- **What is expected**: Whenever a line in the entries below contains "الشيخ", copy that line.

- **Input records**:
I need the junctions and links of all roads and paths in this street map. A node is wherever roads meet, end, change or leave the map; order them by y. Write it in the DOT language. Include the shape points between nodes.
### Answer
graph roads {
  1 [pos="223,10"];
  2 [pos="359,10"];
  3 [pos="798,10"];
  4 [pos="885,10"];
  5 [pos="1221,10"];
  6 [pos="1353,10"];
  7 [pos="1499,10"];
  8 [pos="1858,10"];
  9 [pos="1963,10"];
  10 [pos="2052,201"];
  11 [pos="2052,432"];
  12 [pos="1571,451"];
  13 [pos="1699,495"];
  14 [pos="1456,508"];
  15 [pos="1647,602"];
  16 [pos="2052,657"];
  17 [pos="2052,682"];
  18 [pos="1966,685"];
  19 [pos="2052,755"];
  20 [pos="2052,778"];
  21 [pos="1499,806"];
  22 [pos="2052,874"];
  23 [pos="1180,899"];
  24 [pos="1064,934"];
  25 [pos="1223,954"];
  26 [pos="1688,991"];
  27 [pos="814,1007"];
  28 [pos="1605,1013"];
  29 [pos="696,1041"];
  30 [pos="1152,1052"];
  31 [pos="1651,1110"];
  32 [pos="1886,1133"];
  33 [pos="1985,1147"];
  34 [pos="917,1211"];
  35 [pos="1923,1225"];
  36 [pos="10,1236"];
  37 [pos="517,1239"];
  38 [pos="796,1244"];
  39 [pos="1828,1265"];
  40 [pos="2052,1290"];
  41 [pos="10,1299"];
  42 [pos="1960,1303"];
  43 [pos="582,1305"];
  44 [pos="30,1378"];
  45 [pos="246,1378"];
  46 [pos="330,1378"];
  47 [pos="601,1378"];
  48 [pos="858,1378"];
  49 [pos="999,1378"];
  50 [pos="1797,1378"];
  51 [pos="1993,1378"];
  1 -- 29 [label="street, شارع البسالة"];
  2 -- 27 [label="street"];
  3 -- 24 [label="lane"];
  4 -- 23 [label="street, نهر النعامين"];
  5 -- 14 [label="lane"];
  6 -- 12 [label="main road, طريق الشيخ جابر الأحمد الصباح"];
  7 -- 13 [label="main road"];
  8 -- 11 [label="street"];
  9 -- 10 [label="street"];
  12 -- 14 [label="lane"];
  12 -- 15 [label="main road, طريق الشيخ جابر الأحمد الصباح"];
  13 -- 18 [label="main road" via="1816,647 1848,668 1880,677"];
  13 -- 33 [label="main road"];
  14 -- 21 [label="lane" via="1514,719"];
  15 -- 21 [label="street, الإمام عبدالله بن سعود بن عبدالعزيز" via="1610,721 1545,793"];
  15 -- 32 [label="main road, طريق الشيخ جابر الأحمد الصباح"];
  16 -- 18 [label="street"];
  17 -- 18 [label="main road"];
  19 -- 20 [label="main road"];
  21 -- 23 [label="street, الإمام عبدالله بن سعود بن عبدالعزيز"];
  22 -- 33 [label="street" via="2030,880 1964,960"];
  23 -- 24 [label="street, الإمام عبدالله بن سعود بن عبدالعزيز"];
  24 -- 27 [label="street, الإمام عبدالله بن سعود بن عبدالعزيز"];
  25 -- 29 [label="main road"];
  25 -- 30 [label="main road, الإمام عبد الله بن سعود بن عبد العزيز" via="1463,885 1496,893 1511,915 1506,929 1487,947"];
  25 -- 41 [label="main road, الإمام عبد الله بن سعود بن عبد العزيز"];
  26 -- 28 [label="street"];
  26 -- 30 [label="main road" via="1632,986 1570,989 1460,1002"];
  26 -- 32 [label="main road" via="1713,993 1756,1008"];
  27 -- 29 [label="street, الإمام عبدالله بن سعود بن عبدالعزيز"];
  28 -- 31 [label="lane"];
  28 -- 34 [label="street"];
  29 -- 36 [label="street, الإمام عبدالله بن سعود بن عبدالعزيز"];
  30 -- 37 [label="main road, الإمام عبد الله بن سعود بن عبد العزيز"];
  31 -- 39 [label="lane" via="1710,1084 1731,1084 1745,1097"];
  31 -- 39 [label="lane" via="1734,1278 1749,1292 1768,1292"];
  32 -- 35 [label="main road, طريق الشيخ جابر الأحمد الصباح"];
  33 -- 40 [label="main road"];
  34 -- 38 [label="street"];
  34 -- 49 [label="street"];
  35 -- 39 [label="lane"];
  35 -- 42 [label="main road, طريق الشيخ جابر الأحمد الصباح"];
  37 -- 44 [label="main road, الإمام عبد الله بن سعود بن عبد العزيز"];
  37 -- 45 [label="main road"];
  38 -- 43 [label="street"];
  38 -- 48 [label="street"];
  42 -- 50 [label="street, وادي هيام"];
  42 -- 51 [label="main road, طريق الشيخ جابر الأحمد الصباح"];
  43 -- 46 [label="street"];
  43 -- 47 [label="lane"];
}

- **Output for this task**:
  6 -- 12 [label="main road, طريق الشيخ جابر الأحمد الصباح"];
  12 -- 15 [label="main road, طريق الشيخ جابر الأحمد الصباح"];
  15 -- 32 [label="main road, طريق الشيخ جابر الأحمد الصباح"];
  32 -- 35 [label="main road, طريق الشيخ جابر الأحمد الصباح"];
  35 -- 42 [label="main road, طريق الشيخ جابر الأحمد الصباح"];
  42 -- 51 [label="main road, طريق الشيخ جابر الأحمد الصباح"];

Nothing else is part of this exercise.